Teen's Death Again Spotlights Four Loko Danger

Texas girl, 14, killed in car wreck, as caffeinated booze comes under scrutiny.

November 18, 2010, 2:03 PM

Nov. 18, 2010— -- Texas authorities have arrested a convenience store clerk for selling the controversial alcoholic energy drink Four Loko to a group of teenagers involved in a car wreck that left a teenage girl dead.

The girl's death came the same week that the federal government called for an investigation of similar drinks that blend alcohol and caffeine, calling them "unsafe."

Satish Phuyal, 22, a clerk at the 6 Pack XPress in Arlington, was charged Wednesday night with selling alcoholic beverages to a minor.

Phuyal is the second person charged in relation to the death of Valeria Rodriguez, 14, who was killed early Sunday morning when the SUV her 14-year-old boyfriend was driving crashed into a guardrail, causing the car to roll over and Rodriguez to be thrown from the vehicle.

Phuyal has not yet obtained an attorney, authorities said.

The boyfriend, whose name has not been released by police, has been charged with intoxication manslaughter.

A third teenager in the car, a 16-year-old boy who also has not been identified, told investigators the group bought five cans of Four Loko, a malt liquor beverage sold in 23.5-ounce cans that contains roughly the same amount of alcohol as four beers and the caffeine equivalent of two to three cups of coffee.

"Any retailer that's selling alcohol to minors is too many," Capt. Capt. Robert Charlie Cloud of the Texas Alcoholic Beverage Commission told ABC News affiliate WFAA-TV. "We're going to do what we can to ensure that that doesn't happen."

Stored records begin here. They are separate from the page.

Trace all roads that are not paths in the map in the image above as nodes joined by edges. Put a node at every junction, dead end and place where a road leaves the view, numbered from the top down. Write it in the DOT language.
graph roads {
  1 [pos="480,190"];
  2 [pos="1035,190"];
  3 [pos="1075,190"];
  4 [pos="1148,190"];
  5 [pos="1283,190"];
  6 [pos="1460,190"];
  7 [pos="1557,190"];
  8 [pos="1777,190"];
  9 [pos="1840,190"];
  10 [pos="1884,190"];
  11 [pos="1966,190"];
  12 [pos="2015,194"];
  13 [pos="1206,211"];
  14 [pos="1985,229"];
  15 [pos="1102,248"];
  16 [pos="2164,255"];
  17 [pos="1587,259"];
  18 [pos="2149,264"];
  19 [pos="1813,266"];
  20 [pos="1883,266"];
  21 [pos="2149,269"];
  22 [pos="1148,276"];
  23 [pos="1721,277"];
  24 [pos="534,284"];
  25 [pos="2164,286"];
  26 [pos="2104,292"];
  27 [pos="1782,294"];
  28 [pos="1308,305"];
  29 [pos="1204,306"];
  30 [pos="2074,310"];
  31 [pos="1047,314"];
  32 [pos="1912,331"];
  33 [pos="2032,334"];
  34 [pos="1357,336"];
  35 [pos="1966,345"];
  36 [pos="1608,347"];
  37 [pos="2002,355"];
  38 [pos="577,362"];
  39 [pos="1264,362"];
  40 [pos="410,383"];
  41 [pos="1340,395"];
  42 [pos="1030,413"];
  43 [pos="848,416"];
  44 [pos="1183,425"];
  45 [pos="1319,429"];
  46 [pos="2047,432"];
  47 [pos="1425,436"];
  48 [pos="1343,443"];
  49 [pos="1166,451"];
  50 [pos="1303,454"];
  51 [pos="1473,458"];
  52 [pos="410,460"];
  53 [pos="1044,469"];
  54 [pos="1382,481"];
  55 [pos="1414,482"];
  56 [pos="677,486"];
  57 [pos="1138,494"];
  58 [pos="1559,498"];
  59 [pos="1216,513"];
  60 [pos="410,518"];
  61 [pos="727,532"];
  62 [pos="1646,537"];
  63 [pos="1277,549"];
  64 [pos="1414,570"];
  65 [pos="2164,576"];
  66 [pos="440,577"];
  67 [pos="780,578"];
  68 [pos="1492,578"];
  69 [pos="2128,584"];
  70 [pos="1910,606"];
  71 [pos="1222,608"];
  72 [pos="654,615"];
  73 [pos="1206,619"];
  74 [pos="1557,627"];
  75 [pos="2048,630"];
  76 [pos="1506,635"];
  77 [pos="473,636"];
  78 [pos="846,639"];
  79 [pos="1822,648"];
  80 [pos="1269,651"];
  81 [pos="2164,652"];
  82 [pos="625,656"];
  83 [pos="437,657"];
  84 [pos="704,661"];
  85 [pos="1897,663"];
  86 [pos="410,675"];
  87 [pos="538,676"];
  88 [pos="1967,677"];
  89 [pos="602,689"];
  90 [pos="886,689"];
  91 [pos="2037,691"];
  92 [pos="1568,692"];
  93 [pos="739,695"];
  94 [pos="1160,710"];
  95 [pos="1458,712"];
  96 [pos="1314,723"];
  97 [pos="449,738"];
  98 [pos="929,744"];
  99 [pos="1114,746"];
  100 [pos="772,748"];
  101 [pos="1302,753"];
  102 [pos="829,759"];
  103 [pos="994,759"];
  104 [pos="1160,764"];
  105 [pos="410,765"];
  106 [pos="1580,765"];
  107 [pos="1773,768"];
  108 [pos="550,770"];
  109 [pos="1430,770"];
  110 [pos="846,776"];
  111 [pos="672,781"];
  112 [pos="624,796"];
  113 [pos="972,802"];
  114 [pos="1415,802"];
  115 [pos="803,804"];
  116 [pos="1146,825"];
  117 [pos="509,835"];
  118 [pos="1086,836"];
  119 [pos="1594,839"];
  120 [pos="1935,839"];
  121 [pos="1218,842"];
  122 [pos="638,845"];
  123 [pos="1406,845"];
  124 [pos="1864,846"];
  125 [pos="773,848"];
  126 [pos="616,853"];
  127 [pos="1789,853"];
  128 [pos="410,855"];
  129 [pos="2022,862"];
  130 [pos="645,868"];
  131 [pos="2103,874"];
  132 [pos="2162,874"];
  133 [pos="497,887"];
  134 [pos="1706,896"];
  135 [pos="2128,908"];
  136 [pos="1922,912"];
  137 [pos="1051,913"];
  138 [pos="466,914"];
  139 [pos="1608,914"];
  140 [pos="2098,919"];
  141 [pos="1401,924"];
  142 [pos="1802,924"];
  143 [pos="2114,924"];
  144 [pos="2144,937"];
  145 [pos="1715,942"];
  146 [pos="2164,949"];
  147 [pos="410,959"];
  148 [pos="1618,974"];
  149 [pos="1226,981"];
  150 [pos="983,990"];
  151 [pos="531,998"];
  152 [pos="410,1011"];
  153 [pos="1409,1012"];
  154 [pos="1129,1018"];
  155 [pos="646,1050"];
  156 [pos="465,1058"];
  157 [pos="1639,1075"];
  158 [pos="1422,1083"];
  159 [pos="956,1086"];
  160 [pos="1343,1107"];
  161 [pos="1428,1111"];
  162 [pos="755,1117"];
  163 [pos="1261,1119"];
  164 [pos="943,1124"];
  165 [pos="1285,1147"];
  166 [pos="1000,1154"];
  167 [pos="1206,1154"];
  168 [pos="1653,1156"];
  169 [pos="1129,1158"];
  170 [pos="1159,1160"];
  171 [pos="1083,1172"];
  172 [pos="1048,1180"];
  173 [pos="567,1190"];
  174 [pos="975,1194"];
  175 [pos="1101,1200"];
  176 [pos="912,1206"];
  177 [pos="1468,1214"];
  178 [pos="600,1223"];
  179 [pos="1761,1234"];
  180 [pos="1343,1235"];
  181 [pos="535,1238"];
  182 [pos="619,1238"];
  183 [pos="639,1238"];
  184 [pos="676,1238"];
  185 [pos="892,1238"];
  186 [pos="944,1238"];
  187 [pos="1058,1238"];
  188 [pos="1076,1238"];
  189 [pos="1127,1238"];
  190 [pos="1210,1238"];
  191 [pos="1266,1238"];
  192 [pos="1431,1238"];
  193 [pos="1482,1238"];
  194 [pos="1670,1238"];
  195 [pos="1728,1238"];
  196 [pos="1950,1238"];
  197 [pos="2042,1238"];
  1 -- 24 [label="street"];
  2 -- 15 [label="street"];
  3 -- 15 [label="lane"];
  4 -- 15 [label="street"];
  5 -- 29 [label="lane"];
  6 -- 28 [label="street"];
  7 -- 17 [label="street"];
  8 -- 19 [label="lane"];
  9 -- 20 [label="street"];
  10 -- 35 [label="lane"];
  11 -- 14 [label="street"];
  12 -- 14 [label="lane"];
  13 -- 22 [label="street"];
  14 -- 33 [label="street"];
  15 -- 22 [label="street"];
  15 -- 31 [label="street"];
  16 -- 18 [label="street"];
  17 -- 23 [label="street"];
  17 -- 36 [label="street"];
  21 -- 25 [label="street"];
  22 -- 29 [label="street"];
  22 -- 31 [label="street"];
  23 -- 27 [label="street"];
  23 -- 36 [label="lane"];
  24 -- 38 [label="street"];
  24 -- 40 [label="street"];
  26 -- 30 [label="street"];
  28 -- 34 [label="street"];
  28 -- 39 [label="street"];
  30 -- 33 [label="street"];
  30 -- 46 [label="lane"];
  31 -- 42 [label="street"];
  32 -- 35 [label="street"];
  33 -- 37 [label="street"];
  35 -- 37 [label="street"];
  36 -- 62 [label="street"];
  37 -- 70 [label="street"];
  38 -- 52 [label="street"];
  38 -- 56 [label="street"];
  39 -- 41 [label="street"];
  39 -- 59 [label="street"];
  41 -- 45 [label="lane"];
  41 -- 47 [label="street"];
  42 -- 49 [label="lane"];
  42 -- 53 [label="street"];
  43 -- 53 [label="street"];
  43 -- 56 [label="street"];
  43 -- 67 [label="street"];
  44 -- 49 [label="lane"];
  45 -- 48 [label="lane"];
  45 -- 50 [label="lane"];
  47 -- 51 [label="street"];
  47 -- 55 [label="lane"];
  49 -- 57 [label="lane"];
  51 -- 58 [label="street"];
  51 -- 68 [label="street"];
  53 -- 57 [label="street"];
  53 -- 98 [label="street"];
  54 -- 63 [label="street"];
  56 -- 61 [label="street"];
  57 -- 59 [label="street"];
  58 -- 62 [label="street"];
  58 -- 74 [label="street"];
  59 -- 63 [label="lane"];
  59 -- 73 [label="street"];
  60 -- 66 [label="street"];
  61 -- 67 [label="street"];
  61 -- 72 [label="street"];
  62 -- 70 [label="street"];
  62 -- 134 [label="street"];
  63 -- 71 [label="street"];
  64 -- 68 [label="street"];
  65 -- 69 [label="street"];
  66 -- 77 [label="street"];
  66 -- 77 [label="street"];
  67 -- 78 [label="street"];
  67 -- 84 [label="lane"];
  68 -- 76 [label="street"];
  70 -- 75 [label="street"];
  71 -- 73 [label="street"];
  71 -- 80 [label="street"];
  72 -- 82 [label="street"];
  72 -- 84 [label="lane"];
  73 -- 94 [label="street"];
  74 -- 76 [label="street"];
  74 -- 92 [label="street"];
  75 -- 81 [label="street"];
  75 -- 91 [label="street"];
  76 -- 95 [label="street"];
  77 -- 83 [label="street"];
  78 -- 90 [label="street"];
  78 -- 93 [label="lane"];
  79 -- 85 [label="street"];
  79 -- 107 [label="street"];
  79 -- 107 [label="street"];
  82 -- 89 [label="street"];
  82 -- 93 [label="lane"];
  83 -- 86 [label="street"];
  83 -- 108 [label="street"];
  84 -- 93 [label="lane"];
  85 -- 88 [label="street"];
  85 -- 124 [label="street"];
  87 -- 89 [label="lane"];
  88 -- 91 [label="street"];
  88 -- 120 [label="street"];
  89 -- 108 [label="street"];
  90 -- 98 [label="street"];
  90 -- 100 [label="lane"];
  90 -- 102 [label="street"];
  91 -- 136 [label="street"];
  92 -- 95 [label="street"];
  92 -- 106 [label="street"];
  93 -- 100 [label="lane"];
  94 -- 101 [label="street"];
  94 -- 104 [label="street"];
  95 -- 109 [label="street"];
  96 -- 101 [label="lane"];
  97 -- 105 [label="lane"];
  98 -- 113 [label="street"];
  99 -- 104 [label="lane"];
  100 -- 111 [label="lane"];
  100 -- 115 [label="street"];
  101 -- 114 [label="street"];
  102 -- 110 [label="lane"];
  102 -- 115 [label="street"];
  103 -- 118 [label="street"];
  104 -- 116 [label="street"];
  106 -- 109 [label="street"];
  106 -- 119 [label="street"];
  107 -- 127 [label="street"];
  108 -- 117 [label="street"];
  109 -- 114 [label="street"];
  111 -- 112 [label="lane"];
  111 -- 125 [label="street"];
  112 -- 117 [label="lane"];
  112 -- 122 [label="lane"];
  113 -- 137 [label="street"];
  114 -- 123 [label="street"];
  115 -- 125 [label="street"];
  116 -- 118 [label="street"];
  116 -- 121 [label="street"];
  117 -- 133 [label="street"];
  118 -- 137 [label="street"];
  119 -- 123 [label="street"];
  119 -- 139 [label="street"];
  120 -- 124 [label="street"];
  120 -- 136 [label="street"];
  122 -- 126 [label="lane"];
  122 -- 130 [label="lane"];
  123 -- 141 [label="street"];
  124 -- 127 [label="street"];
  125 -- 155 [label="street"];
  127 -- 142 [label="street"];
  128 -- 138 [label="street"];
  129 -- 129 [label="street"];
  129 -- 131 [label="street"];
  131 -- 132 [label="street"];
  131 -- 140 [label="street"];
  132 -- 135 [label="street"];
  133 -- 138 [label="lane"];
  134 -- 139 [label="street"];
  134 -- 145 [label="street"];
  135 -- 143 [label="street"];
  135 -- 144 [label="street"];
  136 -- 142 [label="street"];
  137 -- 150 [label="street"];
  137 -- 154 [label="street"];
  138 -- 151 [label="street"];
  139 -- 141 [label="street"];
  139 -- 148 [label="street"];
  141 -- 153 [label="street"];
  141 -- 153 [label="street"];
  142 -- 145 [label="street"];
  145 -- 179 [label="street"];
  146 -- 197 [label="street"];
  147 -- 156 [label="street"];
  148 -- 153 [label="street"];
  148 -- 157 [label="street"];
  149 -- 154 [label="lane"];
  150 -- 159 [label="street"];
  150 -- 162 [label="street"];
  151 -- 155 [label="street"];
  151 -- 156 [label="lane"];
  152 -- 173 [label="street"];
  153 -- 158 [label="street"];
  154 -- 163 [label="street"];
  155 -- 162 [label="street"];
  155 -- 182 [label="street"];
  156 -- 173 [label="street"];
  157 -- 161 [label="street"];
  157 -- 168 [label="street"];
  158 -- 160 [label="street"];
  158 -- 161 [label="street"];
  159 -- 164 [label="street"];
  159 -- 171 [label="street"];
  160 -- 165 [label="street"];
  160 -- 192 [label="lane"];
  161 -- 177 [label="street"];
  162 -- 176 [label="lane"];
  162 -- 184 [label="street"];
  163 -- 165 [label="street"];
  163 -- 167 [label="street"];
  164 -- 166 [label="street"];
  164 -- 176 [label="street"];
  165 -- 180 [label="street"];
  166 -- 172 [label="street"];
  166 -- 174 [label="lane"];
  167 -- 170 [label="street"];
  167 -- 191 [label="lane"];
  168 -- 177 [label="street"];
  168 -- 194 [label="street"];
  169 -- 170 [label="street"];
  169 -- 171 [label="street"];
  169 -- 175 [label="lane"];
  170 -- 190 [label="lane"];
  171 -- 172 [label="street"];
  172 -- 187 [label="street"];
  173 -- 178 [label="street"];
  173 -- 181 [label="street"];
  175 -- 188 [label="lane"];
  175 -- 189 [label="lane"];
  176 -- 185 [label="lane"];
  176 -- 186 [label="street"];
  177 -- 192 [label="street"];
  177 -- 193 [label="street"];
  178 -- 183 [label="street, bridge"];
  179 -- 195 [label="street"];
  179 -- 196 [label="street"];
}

A conviction for selling alcohol to a minor in Texas comes with a possible jail term of up to one year and a $4,000 fine.

Four Loko and similar beverages that mix alcohol and caffeine in one can have come under scrutiny from state and federal authorities in recent weeks, following a string of deaths and injuries involving mostly young people.

On the heels of several states' banning the alcoholic energy drinks from store shelves, the Food and Drug Administration Wednesday sent letters to four manufactures, including Phusion Projects, the maker of Four Loko, telling them that the combination of alcohol and caffeine is dangerous.

Four Loko 'Unsafe Food Additive'

The FDA called caffeine an "unsafe food additive" and warned the companies that further action, including seizing cans of the products, was possible. The government warned that consuming drinks such as Four Loko are "associated with risky behaviors that may lead to hazardous and life-threatening situations.

"[It's] part of the process that FDA uses that leads to these products being removed from the market," Dr. Joshua Sharfstein, the agency's principal deputy commissioner.

Before the FDA sent its letter, Sen. Charles E. Schumer, D-N.Y., Tuesday warned the companies of federal action and the makers of Four Loko said they would remove caffeine from the drink.

"Let these rulings serve as a warning to anyone who tried to peddle dangerous and toxic brews to our children," he said. "Do it and we will shut you down."

Also before the release of the FDA's letter, Phusion Projects said it would voluntarily remove caffeine from Four Loko.

"We have repeatedly contended -- and still believe, as do many people throughout the country -- that the combination of alcohol and caffeine is safe," the company said in a statement. "If it were unsafe, popular drinks like rum and colas or Irish coffees that have been consumed safely and responsibly for years would face the same scrutiny that our products have recently faced."

Four Loko has made headlines in recent months, following a string of deaths and mishaps.

Investigators in Washington State revealed last month that it was Four Loko and not an illegal drug, as was previously assumed, that was responsible for sickening about 50 college students and sending nine to a hospital.

Washington and several other states, including New York, Maryland and New Jersey, have since called for statewide bans of the product.

News of the ban and the proposed recipe change have caused a surge in sales of Four Loko in many states.